The End-to-End Challenge

The term generates more questions than it answers:

? What does end-to-end really mean?

? Which part of end-to-end don’t we understand?

? Does any single product solve this puzzle?

? We bought an end-to-end product—why can’t we manage our applications?

A Multi-Dimensional Solution

Effective application management requires visibility to the application forest as well as the infrastructure trees. This requires depth of knowledge that encompasses both infrastructure and application performance. When IT relies primarily on people and their expertise for this knowledge, it comes as a result of cross-functional efforts among multiple technology teams. This is one reason why IT organizations have heavily invested in business process optimization projects, built around the IT Infrastructure Library (ITIL) or other best practice disciplines—and also a reason why IT administration costs continue to spiral upwards.

From the tools perspective, this depth of knowledge comes from building high levels of cross-functional expertise into automation. Long term, this is the most efficient and cost-effective way to manage increasing levels of application complexity. Short-term, some vendors, as well as some IT organizations, are having trouble making this transition.

EMA has worked with multiple IT organizations feeling the pain of the end-to-end challenge. With this in mind, EMA analysts specializing in application management, network management, and configuration management have collaborated to develop a cross-functional “End-to-End Application Management” model.

The model describes the vantage points and product categories necessary to analyze application execution in a way that provides a true end-to-end perspective. Combined, these vantage points yield the multi-dimensional application intelligence required to manage the broad spectrum of applications that execute in the enterprise today, in context with the infrastructure that supports them.
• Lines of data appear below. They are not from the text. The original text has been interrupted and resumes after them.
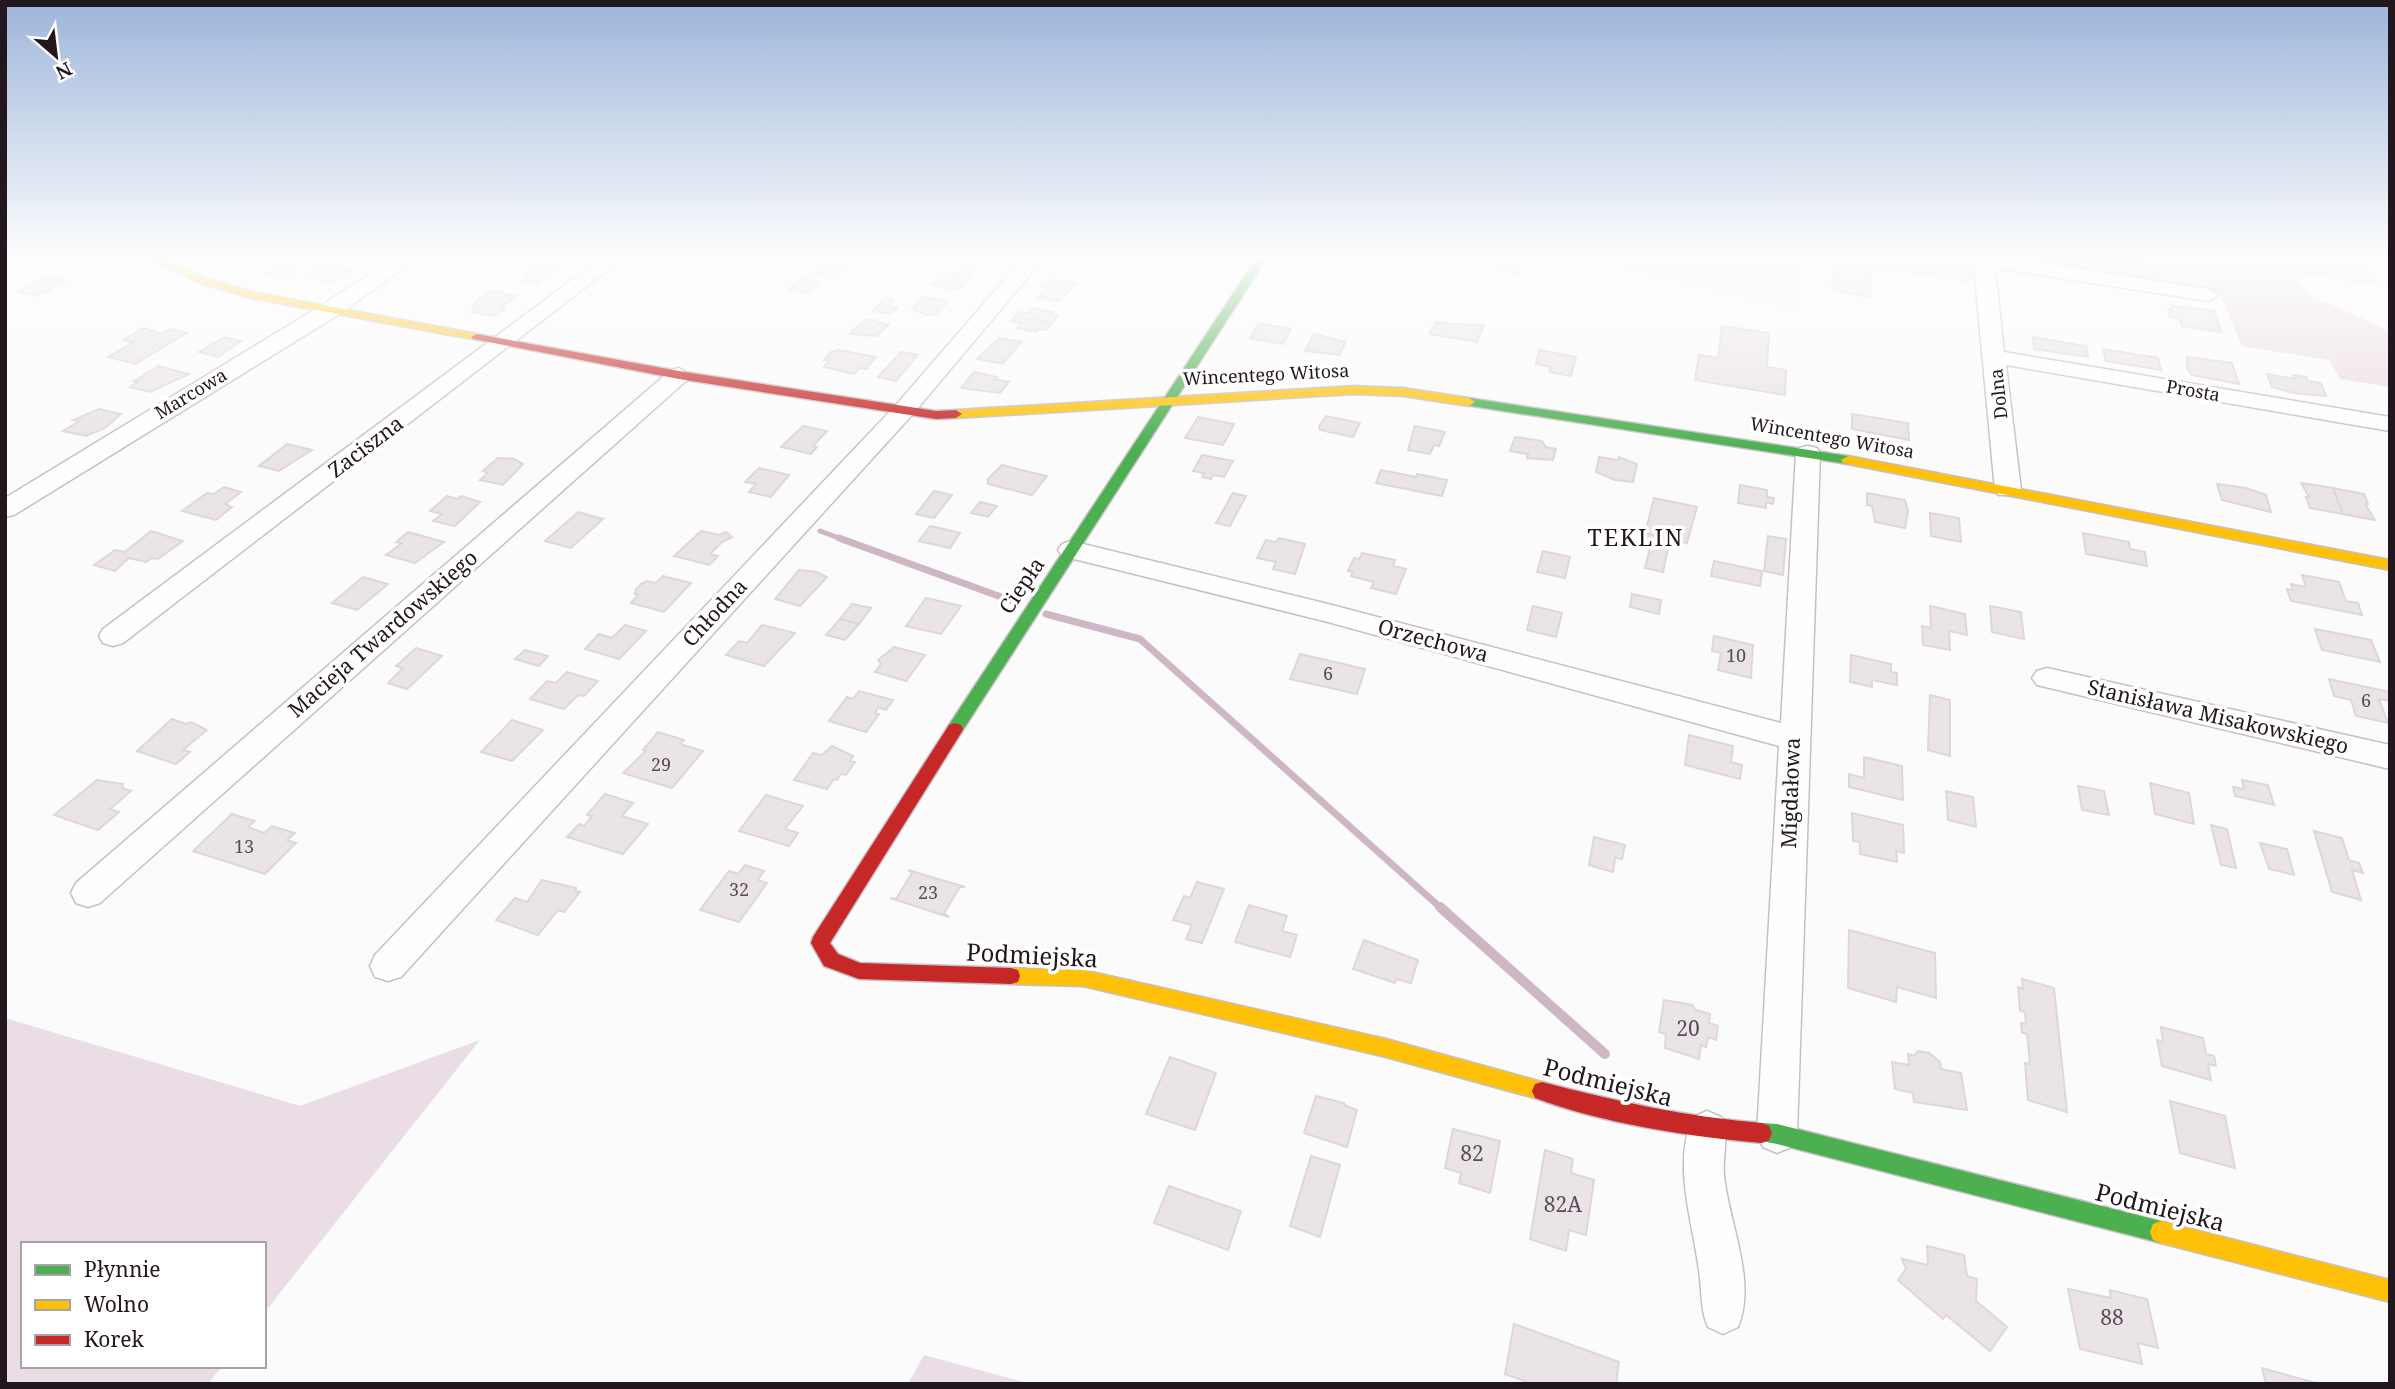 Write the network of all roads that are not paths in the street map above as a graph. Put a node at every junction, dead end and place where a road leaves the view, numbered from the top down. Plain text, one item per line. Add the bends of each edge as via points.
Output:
1 (312, 321) edge
2 (389, 321) edge
3 (532, 321) edge
4 (980, 321) edge
5 (1221, 321) edge
6 (1991, 321) edge
7 (505, 342) junction
8 (1996, 357) junction
9 (679, 375) junction
10 (1171, 399) junction
11 (904, 410) junction
12 (2390, 424) edge
13 (1808, 453) junction
14 (5, 484) edge
15 (34, 490) junction
16 (2008, 490) junction
17 (5, 509) edge
18 (1071, 550) junction
19 (2388, 568) edge
20 (114, 636) dead end
21 (2047, 678) dead end
22 (1793, 738) junction
23 (2390, 757) edge
24 (88, 893) dead end
25 (820, 943) joint
26 (388, 966) dead end
27 (1707, 1130) junction
28 (1777, 1134) junction
29 (2390, 1291) edge
30 (1723, 1311) dead end

1 - 15 street, Marcowa
2 - 7 street, Wincentego Witosa
3 - 7 street, Zaciszna
4 - 11 street, Chłodna
5 - 10 street, Ciepła
6 - 8 street, Dolna
7 - 9 street, Wincentego Witosa
7 - 20 street, Zaciszna
8 - 12 street, Prosta
8 - 16 street, Dolna
9 - 11 street, Wincentego Witosa
9 - 24 street, Macieja Twardowskiego
10 - 11 street, Wincentego Witosa via 936,415
10 - 13 street, Wincentego Witosa via 1403,392
10 - 18 street, Ciepła
11 - 26 street, Chłodna
13 - 16 street, Wincentego Witosa
13 - 22 street, Migdałowa
14 - 15 street
15 - 17 street, Marcowa
16 - 19 street, Wincentego Witosa
18 - 22 street, Orzechowa via 1328,613
18 - 25 street, Ciepła
21 - 23 street, Stanisława Misakowskiego
22 - 28 street, Migdałowa
25 - 27 street, Podmiejska via 831,960 859,971 1083,978 1179,998 1386,1048 1610,1110
27 - 28 street, Podmiejska
27 - 30 street via 1704,1174
28 - 29 street, Podmiejska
That being said, there is a world of difference between managing legacy applications running primarily on the mainframe, and managing SOA transactions executing both within and outside the enterprise firewall. While simpler applications might not require products from all five categories (see below), very complex application deployments very likely will. The model is designed to address this broad spectrum, with the expectation that most IT organizations are supporting multiple types of applications, and require the ability to manage all of them. It also assumes that, for the present at least, building this big picture will likely require multiple, interoperable solutions.

EMA’s Approach

The model defines a taxonomy of product categories, each of which contributes its own unique perspective to the management fabric. For example, element managers are still important for monitoring and gathering platform-specific health metrics. However such “vertical” components are of minimal value without context to the applications they support. Likewise, products that provide a transaction-focused perspective are of limited value without visibility to the infrastructure elements underlying the transaction. At its most granular, the model is designed to expose these relationships in an automated fashion.